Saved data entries
-------------------------

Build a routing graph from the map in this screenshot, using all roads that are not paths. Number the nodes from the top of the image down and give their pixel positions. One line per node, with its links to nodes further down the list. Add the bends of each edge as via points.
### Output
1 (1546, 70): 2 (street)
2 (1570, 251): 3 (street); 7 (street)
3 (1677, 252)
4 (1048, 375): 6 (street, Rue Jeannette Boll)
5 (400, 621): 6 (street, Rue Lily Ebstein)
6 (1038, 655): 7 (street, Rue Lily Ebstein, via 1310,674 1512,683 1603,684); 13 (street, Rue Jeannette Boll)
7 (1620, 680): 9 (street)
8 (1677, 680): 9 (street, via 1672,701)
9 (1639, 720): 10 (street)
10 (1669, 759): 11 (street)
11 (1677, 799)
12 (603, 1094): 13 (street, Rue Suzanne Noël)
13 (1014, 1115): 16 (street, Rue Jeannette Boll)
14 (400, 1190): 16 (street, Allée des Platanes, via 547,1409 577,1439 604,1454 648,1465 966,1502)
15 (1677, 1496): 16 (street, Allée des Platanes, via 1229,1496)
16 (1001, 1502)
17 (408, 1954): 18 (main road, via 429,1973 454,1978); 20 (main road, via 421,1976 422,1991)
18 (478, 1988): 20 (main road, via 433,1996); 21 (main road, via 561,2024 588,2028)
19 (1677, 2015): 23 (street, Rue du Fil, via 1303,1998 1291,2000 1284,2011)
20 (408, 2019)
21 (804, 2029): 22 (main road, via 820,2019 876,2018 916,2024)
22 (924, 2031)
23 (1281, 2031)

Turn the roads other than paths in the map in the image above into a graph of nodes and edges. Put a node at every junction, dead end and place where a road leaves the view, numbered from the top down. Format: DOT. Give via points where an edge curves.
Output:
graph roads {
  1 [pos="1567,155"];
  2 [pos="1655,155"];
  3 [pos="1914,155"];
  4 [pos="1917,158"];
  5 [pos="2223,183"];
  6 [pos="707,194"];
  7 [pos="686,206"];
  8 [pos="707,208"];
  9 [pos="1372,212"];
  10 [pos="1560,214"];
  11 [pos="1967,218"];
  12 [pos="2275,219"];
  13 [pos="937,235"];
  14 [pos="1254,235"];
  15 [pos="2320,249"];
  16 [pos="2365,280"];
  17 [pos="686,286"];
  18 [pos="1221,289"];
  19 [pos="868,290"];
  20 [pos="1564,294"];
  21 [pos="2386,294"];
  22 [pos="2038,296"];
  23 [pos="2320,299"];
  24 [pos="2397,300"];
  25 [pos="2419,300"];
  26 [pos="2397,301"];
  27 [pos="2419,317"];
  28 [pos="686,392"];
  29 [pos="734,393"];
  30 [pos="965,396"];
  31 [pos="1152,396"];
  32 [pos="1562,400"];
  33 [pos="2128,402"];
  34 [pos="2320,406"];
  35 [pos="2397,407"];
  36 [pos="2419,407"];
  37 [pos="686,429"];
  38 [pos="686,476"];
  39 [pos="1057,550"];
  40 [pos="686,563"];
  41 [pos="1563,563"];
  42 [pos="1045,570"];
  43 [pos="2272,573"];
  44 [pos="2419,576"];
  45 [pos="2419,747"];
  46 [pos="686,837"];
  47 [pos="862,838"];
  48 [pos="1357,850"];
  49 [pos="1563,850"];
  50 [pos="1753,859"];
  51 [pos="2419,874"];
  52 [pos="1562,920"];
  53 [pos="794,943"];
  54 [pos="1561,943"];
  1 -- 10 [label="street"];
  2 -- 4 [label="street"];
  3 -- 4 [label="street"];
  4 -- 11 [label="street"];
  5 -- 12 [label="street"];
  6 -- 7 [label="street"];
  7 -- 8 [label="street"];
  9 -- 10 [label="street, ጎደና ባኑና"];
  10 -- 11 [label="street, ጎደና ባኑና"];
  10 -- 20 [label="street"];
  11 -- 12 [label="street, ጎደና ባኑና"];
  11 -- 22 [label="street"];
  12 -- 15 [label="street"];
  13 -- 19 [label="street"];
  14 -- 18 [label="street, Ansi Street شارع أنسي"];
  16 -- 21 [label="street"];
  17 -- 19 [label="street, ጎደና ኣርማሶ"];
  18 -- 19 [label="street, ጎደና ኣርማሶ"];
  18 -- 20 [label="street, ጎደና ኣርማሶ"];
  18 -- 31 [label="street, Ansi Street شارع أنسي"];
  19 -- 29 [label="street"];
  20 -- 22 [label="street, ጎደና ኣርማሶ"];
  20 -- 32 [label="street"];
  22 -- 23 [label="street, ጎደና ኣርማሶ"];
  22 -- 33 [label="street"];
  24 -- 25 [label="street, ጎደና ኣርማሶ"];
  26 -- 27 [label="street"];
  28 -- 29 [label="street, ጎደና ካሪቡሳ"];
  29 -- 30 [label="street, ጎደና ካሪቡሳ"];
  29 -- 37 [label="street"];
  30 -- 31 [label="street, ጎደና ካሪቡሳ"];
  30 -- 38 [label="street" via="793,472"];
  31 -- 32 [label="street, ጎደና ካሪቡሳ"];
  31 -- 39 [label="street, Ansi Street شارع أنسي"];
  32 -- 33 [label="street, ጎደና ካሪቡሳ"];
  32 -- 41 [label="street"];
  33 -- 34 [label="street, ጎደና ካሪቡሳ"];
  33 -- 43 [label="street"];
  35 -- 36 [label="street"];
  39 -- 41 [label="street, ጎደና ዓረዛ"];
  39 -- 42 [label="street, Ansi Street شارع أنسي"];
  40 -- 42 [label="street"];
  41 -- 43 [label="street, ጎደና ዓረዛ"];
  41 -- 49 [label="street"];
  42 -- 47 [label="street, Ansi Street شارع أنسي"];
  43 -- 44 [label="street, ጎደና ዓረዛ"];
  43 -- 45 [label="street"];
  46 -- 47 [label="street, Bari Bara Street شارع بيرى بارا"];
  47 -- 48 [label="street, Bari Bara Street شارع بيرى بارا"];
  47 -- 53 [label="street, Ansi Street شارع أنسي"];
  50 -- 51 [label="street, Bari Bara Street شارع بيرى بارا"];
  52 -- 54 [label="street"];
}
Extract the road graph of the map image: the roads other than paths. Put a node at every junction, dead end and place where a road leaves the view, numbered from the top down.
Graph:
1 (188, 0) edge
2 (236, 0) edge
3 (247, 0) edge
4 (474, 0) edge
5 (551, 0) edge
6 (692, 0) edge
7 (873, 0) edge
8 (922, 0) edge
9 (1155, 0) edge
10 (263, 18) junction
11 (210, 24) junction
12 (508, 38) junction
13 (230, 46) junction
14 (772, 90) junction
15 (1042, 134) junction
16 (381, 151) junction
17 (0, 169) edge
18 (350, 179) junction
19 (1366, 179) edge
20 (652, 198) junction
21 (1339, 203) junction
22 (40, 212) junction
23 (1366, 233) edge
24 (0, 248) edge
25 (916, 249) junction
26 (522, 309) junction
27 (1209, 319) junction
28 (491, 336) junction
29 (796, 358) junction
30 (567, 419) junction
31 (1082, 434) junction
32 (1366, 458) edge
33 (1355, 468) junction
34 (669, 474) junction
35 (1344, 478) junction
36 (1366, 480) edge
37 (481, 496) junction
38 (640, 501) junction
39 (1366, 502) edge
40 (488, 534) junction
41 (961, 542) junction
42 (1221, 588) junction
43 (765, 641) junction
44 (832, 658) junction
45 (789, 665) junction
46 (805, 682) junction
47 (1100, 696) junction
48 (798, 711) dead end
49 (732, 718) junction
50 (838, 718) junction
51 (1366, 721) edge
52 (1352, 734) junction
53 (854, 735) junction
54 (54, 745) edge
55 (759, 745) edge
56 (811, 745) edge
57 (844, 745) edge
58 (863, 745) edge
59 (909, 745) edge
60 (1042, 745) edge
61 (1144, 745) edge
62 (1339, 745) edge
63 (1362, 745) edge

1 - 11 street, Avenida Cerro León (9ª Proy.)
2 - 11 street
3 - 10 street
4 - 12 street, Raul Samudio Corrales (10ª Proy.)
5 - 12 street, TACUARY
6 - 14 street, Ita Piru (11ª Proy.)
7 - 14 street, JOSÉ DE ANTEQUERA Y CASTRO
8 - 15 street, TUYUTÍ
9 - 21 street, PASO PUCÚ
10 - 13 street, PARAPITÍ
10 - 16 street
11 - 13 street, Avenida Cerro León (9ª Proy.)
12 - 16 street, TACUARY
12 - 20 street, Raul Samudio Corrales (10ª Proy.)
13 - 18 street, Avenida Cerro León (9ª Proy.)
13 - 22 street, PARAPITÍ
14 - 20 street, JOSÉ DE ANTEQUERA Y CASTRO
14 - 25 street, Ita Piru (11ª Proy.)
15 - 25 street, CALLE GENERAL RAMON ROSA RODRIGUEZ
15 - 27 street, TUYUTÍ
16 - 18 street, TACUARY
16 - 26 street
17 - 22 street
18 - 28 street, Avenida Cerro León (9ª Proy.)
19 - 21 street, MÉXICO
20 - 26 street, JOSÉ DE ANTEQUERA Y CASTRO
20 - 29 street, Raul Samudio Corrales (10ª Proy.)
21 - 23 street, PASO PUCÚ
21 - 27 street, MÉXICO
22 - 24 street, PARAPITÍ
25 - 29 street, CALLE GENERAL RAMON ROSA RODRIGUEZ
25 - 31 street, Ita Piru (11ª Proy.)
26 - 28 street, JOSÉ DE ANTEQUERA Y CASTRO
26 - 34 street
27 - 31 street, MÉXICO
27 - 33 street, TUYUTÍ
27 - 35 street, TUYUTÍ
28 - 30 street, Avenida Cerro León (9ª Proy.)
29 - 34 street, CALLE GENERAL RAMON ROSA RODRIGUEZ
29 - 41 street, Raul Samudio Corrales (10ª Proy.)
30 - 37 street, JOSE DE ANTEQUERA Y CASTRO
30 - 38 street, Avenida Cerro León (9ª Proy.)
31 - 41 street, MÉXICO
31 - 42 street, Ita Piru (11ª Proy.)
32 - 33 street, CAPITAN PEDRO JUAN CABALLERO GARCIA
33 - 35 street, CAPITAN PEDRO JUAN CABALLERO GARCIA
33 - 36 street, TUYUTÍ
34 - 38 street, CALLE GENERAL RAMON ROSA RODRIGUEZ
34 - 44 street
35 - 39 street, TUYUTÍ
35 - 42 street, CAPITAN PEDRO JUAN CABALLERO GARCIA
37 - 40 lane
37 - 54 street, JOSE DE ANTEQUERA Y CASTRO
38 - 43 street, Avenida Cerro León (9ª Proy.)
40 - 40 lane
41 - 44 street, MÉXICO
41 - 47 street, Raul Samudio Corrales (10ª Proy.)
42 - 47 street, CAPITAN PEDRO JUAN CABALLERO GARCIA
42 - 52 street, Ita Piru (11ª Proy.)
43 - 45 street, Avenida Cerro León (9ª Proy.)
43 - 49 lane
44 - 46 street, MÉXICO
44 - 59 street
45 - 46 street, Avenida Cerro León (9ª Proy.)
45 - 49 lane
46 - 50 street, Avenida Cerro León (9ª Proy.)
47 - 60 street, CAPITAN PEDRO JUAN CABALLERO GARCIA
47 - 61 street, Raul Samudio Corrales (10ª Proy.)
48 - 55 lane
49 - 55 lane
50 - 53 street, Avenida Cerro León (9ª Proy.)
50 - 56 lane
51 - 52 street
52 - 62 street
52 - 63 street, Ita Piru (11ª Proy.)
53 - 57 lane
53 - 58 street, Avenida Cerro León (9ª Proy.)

-------------------------

- **Activity**: Each line above that contains the word "node" should be returned.

- **Output of the exercise**:
Build a routing graph from the map in this screenshot, using all roads that are not paths. Number the nodes from the top of the image down and give their pixel positions. One line per node, with its links to nodes further down the list. Add the bends of each edge as via points.
Turn the roads other than paths in the map in the image above into a graph of nodes and edges. Put a node at every junction, dead end and place where a road leaves the view, numbered from the top down. Format: DOT. Give via points where an edge curves.
Extract the road graph of the map image: the roads other than paths. Put a node at every junction, dead end and place where a road leaves the view, numbered from the top down.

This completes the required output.